Who do covered entities need a Business Associate Agreement with?

The Privacy Rule requires that covered entities receive satisfactory assurance that the business associate will safeguard PHI on behalf of a covered entity. The challenge is knowing who your business associates are. Business associates are defined as “A person or an entity that creates, receives, maintains, or transmits PHI for a regulated healthcare function.” Seems pretty cut and dry, right? There are a couple of ways to think about who a covered entity needs to have a Business Associate Agreement with. Some covered entities have a “better safe than sorry” or “just in case” mindset. They have Business Associate Agreements with anyone who could ever potentially come in contact with PHI. The other end of the spectrum believes that because the requirements and challenges of safeguarding PHI are so great, covered entities should only commit to monitoring business associates that are actually business associate, and to only have Business Associate Agreements with those are legitimately business associates.
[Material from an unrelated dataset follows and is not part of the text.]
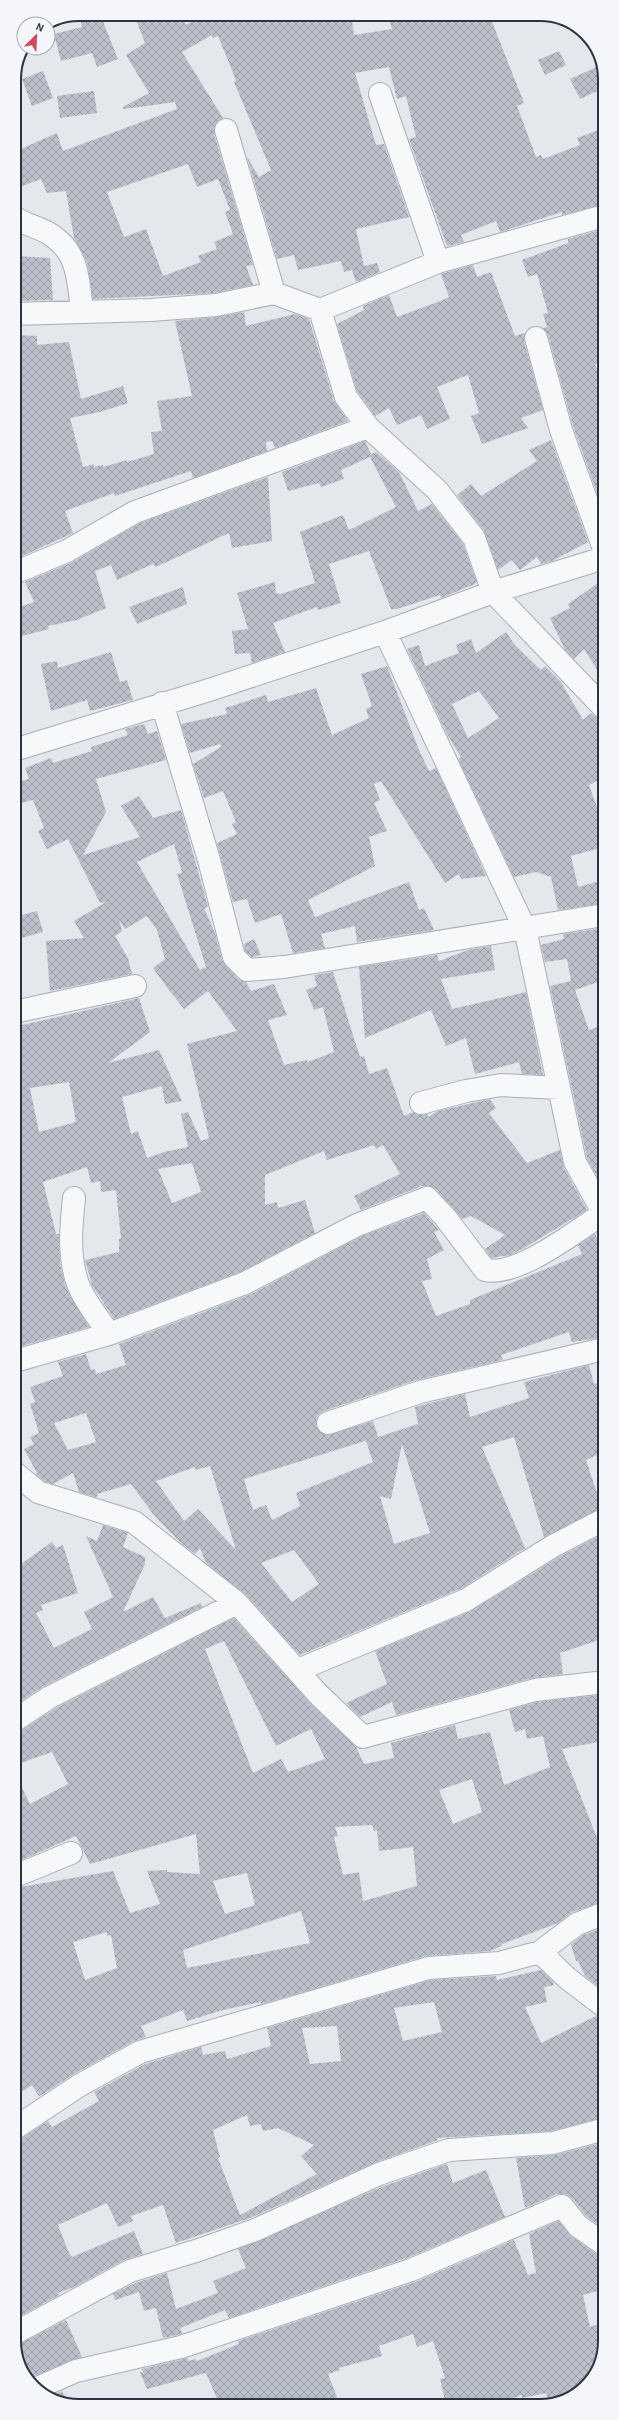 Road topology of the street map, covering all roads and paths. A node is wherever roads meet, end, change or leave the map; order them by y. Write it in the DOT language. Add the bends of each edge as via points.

This webinar also dives into the specific requires elements of Business Associate Agreements.

How does the oversight of business associates work?
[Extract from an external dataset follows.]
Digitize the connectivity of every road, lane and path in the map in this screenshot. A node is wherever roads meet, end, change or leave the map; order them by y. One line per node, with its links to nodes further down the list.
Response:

There are some weird dynamics when it comes to the legal standards for business associates, and it takes a learning curve to overcome that dynamic and discover what are the actual obligations are. Then there are practical oversight considerations, like covered entities’ reliance on business associates, and their audit and inspection rights. Some of the other issues that arise in business associate oversight are: security measures, mobile devices, audit logs, and business associates’ sophistication.

This webinar is packed full of information and details. Download the whole thing, we promise you’ll learn something. This webinar is for covered entities and business associates. To learn more about HIPAA compliance, contact us today and speak to an expert.
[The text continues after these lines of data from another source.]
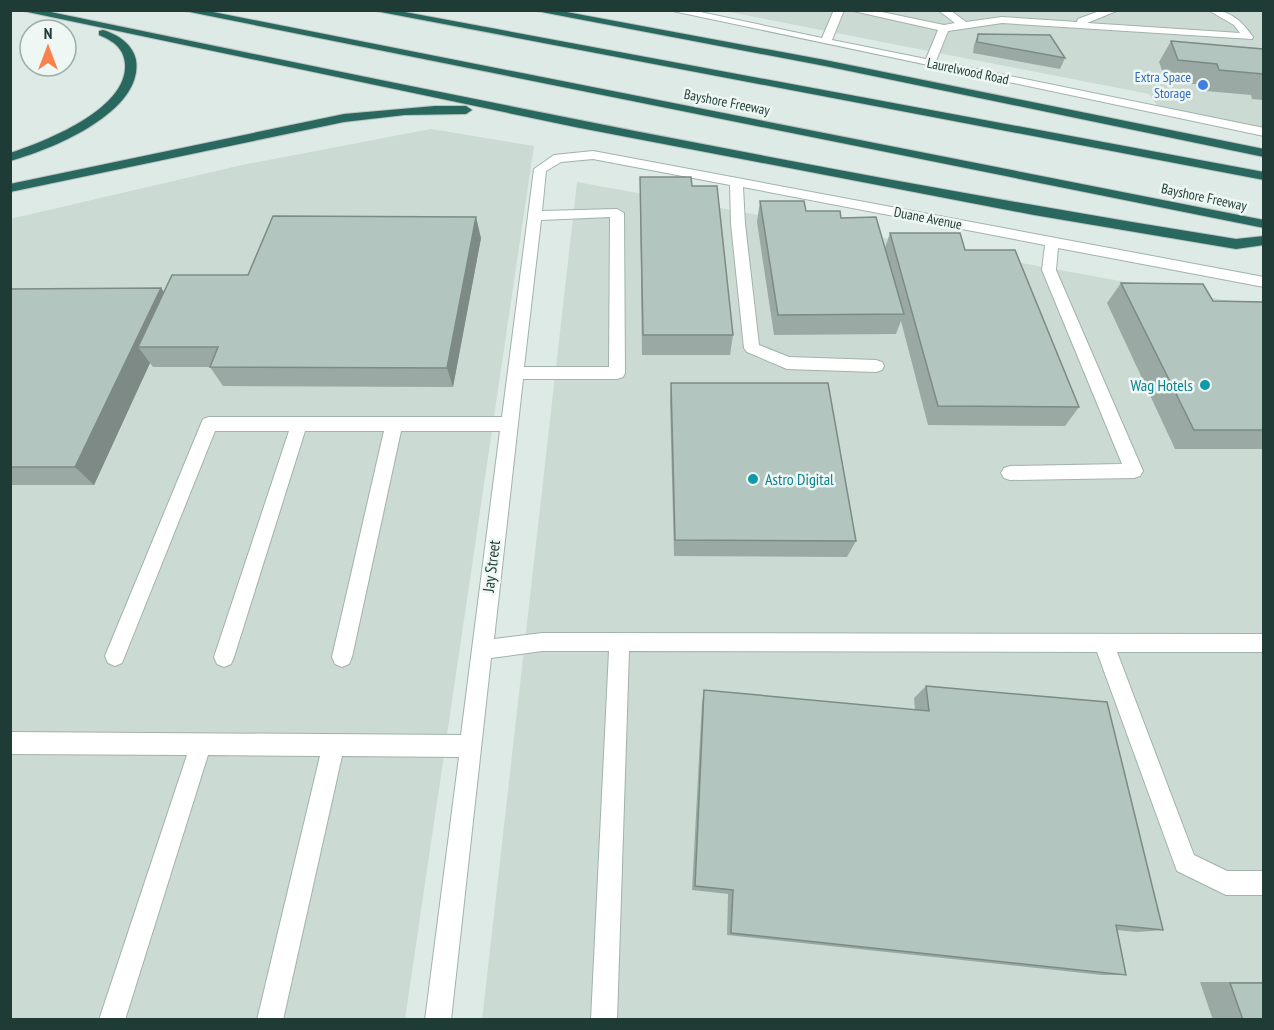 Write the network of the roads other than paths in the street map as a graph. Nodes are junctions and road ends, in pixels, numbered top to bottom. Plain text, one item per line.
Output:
1 (23, 10) edge
2 (185, 10) edge
3 (375, 10) edge
4 (536, 10) edge
5 (590, 10) edge
6 (673, 10) edge
7 (839, 10) edge
8 (854, 10) edge
9 (943, 10) edge
10 (1114, 10) edge
11 (1213, 10) edge
12 (60, 18) edge
13 (78, 22) edge
14 (78, 23) edge
15 (1072, 24) junction
16 (964, 25) junction
17 (944, 28) junction
18 (826, 42) junction
19 (825, 63) junction
20 (930, 63) junction
21 (575, 123) junction
22 (1263, 132) edge
23 (1263, 153) edge
24 (593, 155) joint
25 (10, 158) edge
26 (1263, 176) edge
27 (736, 182) junction
28 (10, 188) edge
29 (534, 216) junction
30 (1263, 224) edge
31 (1263, 240) edge
32 (1052, 242) junction
33 (1263, 282) edge
34 (876, 366) dead end
35 (514, 373) junction
36 (299, 424) junction
37 (393, 424) junction
38 (509, 424) junction
39 (1010, 473) dead end
40 (619, 642) junction
41 (1104, 643) junction
42 (1263, 643) edge
43 (481, 651) junction
44 (116, 656) dead end
45 (224, 657) dead end
46 (342, 657) dead end
47 (10, 744) edge
48 (201, 744) junction
49 (333, 746) junction
50 (470, 746) junction
51 (1263, 883) edge
52 (112, 1020) edge
53 (270, 1020) edge
54 (438, 1020) edge
55 (604, 1020) edge

1 - 12 highway
2 - 30 highway, Bayshore Freeway
3 - 26 highway, Bayshore Freeway
4 - 19 highway
5 - 19 highway
6 - 18 street, Laurelwood Road
7 - 18 street
8 - 17 street
9 - 16 street
10 - 15 street
11 - 15 street
13 - 21 highway
14 - 25 highway
15 - 16 street
16 - 17 street
17 - 20 street
18 - 20 street, Laurelwood Road
19 - 23 highway
20 - 22 street, Laurelwood Road
21 - 28 highway
21 - 31 highway
24 - 27 street, Duane Avenue
24 - 29 street, Jay Street
27 - 32 street, Duane Avenue
27 - 34 street
29 - 35 street, Jay Street
29 - 35 street
32 - 33 street, Duane Avenue
32 - 39 street
35 - 38 street, Jay Street
36 - 37 street
36 - 44 street
36 - 45 street
37 - 38 street
37 - 46 street
38 - 43 street, Jay Street
40 - 41 street
40 - 43 street
40 - 55 street
41 - 42 street
41 - 51 street
43 - 50 street, Jay Street
47 - 48 street
48 - 49 street
48 - 52 street
49 - 50 street
49 - 53 street
50 - 54 street, Jay Street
Road to HIPAA Compliance: Understanding the Security Rule

3 Things to Know About Protecting ePHI

This session gives an overview of the Security Rule, which is one of the most familiar aspects of HIPAA Compliance. The goal of the Security Rule is to create security for electronic Protected Health Information (ePHI) by ensuring the confidentiality, integrity, and availability of ePHI, protecting against threats, protecting against unpermitted disclosures, and ensuring workforce compliance. When learning the basics of this regulation, it’s vital to learn about scope, the flexibility of approach, and the three types of safeguards.


The Security Rule only applies to ePHI. Paper PHI is not within the scope of the Security Rule. This doesn’t narrow the scope, but instead tailors it to specific issues, vulnerabilities, costs, and approaches related to the integrity and security of ePHI.

Flexibility of Approach

All the requirements are the same, but the way that an entity complies with those requirements is different depending on the entity-specific considerations. There’s some flexibility when considering required versus addressable implementation specifications under each of the three types of safeguards. The Security Rule says there are some implementation specifications that you must comply with and there is no alternative method. There are also some addressable implementation specifications that allow an entity to choose an alternative or equivalent compensating control.


There are three types of required safeguards to protect ePHI: administrative, technical, and physical. Administrative safeguards cover personnel, training, access and process. Technical safeguards cover access, audits, integrity, and transmission. Physical safeguards cover access, workstations, and devices.